# Stairway Treatment



## cdcstl (Feb 5, 2007)

I have a basement theatre with the first reflection point for the left front speaker the landing for the stairway going upstairs. The speaker is about 6 feet from the wall of the landing. Should I treat that wall or anything else in the stairway? I have treatments on the other side of the opening to the landing which is about 2 feet wide.


----------



## tonyvdb (Sep 5, 2007)

If you dont already, carpet on the landing and stairs will do wonders.


----------



## cdcstl (Feb 5, 2007)

They are. I was wondering if anything more should be done.


----------



## bpape (Sep 14, 2006)

If there is a reflection there, I'd try to put a panel of some sort on the offending area.

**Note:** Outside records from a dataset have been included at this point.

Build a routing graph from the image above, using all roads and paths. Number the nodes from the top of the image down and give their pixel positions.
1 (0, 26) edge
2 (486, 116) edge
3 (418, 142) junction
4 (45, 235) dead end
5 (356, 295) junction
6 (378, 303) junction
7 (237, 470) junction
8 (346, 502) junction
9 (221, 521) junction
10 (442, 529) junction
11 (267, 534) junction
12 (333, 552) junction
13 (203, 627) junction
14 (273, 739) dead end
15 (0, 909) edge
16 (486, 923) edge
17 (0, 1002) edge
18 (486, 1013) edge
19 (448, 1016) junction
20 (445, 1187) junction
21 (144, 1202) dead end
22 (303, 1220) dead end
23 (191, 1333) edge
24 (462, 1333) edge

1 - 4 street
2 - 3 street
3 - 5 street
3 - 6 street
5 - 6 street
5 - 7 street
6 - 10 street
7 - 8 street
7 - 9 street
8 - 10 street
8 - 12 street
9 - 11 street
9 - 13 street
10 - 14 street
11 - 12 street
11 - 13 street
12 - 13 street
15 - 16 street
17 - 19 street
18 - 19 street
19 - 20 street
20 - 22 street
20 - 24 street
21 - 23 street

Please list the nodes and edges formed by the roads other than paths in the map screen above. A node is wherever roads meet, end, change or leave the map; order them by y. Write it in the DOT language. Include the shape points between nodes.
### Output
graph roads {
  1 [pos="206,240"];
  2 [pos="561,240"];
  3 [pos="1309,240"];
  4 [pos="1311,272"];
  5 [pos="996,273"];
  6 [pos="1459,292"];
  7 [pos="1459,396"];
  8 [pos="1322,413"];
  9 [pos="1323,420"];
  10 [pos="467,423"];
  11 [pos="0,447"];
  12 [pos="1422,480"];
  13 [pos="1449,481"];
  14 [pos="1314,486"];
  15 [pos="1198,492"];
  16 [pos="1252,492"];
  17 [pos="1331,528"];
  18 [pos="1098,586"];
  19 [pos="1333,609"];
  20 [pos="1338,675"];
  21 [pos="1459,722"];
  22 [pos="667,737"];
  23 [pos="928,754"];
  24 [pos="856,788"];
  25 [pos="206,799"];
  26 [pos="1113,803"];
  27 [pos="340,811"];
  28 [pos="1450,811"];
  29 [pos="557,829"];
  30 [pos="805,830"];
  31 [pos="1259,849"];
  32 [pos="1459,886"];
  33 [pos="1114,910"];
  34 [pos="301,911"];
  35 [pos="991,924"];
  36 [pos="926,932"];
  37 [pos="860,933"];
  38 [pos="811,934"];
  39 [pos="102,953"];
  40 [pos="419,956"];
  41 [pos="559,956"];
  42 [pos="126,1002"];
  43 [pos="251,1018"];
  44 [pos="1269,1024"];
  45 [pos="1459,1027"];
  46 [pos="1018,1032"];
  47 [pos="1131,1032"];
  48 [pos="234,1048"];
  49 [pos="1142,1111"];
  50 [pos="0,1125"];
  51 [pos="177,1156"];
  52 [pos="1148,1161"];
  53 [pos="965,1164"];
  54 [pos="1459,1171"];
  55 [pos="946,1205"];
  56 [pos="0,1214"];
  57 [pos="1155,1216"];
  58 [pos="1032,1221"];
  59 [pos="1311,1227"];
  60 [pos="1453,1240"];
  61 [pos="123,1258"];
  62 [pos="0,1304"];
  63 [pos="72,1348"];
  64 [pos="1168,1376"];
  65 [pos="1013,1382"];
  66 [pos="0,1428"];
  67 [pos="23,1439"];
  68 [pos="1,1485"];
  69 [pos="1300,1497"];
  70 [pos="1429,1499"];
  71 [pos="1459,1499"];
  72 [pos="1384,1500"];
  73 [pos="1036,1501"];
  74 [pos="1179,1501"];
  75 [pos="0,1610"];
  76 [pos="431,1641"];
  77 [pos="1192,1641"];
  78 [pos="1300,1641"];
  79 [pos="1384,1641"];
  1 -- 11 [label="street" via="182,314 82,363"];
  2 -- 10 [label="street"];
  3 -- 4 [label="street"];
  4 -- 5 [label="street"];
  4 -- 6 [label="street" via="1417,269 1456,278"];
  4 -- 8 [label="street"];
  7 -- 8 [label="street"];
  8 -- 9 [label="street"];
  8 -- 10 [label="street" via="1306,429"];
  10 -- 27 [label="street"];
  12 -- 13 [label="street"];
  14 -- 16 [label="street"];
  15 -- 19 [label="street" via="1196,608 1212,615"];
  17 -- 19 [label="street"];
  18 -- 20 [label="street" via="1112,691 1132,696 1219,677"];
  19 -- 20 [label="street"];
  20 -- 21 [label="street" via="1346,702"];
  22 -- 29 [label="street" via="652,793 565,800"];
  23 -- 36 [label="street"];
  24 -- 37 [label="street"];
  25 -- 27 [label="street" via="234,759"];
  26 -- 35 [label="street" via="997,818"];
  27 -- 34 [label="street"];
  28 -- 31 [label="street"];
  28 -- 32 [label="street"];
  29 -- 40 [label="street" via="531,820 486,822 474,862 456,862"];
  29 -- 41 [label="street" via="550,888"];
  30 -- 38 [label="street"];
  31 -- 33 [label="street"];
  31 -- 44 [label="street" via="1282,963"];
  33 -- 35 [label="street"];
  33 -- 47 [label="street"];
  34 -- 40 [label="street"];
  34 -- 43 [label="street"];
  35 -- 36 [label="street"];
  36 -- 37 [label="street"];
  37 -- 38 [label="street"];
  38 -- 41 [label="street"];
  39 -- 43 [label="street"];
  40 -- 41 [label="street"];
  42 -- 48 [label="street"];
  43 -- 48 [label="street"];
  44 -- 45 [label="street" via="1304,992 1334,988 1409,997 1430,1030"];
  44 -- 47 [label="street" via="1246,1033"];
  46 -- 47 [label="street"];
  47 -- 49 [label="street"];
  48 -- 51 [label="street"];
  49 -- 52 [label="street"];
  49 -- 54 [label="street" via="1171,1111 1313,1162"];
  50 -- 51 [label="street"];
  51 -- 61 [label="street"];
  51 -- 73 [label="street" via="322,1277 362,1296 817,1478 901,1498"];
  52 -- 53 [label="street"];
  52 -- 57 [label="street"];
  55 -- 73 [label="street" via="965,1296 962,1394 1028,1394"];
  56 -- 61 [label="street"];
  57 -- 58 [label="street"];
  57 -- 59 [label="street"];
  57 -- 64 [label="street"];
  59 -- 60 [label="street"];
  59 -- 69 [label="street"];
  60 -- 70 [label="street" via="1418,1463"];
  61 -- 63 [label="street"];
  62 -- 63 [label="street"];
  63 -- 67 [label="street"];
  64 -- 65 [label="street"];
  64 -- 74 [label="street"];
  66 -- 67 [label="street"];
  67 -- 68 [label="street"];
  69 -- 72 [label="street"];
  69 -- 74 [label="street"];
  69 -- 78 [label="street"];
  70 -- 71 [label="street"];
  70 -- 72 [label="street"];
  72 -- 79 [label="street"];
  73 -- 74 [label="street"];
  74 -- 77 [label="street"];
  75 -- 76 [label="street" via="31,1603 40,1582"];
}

Also, higher up in the stairs can cause a lot of dialog range ringing and echo which can make intelligibility more difficult and skew the soundstage/screen lock. Some 2" thick panels on 1 wall of the stairwell can help this a lot.

Bryan


----------



## cdcstl (Feb 5, 2007)

Is there any way to test for reflection in the stairway? I used the program I found on the AVS forum to find reflection points in a standard room. But this situation doesn't seem standard to me.


----------



## bpape (Sep 14, 2006)

Have someone stand on the landing and hold a mirror while you sit in the chairs. If you can see a speaker in the mirror anywhere as they move it around, you're in a reflection area.

Bryan


----------